- **ABOUT THIS TASK**: Output a character-exact copy of the data, images removed.

- **ENTRIES SUPPLIED**:
Content starts
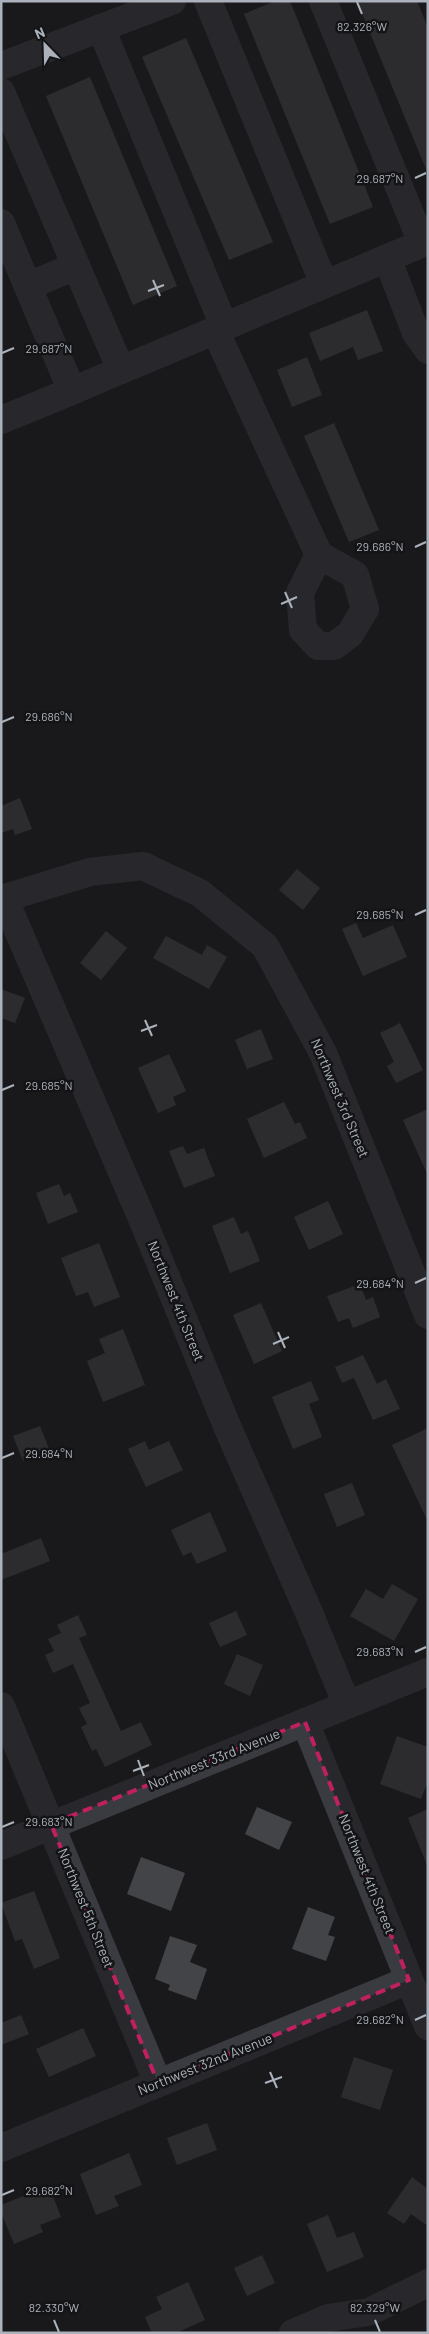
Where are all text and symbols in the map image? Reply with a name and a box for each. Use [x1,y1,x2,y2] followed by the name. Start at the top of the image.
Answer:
[337,19,387,33] text: 82.326°W
[20,20,70,70] north arrow
[32,23,47,42] text: N
[357,171,403,185] text: 29.687°N
[26,341,72,355] text: 29.687°N
[356,539,404,553] text: 29.686°N
[25,709,73,723] text: 29.686°N
[356,907,404,921] text: 29.685°N
[308,1036,373,1160] street label: Northwest 3rd Street
[25,1078,73,1092] text: 29.685°N
[145,1238,208,1363] street label: Northwest 4th Street
[356,1276,404,1290] text: 29.684°N
[25,1446,73,1460] text: 29.684°N
[356,1644,404,1658] text: 29.683°N
[145,1724,282,1793] street label: Northwest 33rd Avenue
[336,1811,399,1936] street label: Northwest 4th Street
[25,1814,73,1828] text: 29.683°N
[55,1845,118,1970] street label: Northwest 5th Street
[356,2012,404,2026] text: 29.682°N
[135,2029,275,2098] street label: Northwest 32nd Avenue
[25,2183,73,2197] text: 29.682°N
[29,2300,80,2314] text: 82.330°W
[350,2300,400,2314] text: 82.329°W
Content ends
- **YOUR SOLUTION**:
Where are all text and symbols in the map image? Reply with a name and a box for each. Use [x1,y1,x2,y2] followed by the name. Start at the top of the image.
Answer:
[337,19,387,33] text: 82.326°W
[20,20,70,70] north arrow
[32,23,47,42] text: N
[357,171,403,185] text: 29.687°N
[26,341,72,355] text: 29.687°N
[356,539,404,553] text: 29.686°N
[25,709,73,723] text: 29.686°N
[356,907,404,921] text: 29.685°N
[308,1036,373,1160] street label: Northwest 3rd Street
[25,1078,73,1092] text: 29.685°N
[145,1238,208,1363] street label: Northwest 4th Street
[356,1276,404,1290] text: 29.684°N
[25,1446,73,1460] text: 29.684°N
[356,1644,404,1658] text: 29.683°N
[145,1724,282,1793] street label: Northwest 33rd Avenue
[336,1811,399,1936] street label: Northwest 4th Street
[25,1814,73,1828] text: 29.683°N
[55,1845,118,1970] street label: Northwest 5th Street
[356,2012,404,2026] text: 29.682°N
[135,2029,275,2098] street label: Northwest 32nd Avenue
[25,2183,73,2197] text: 29.682°N
[29,2300,80,2314] text: 82.330°W
[350,2300,400,2314] text: 82.329°W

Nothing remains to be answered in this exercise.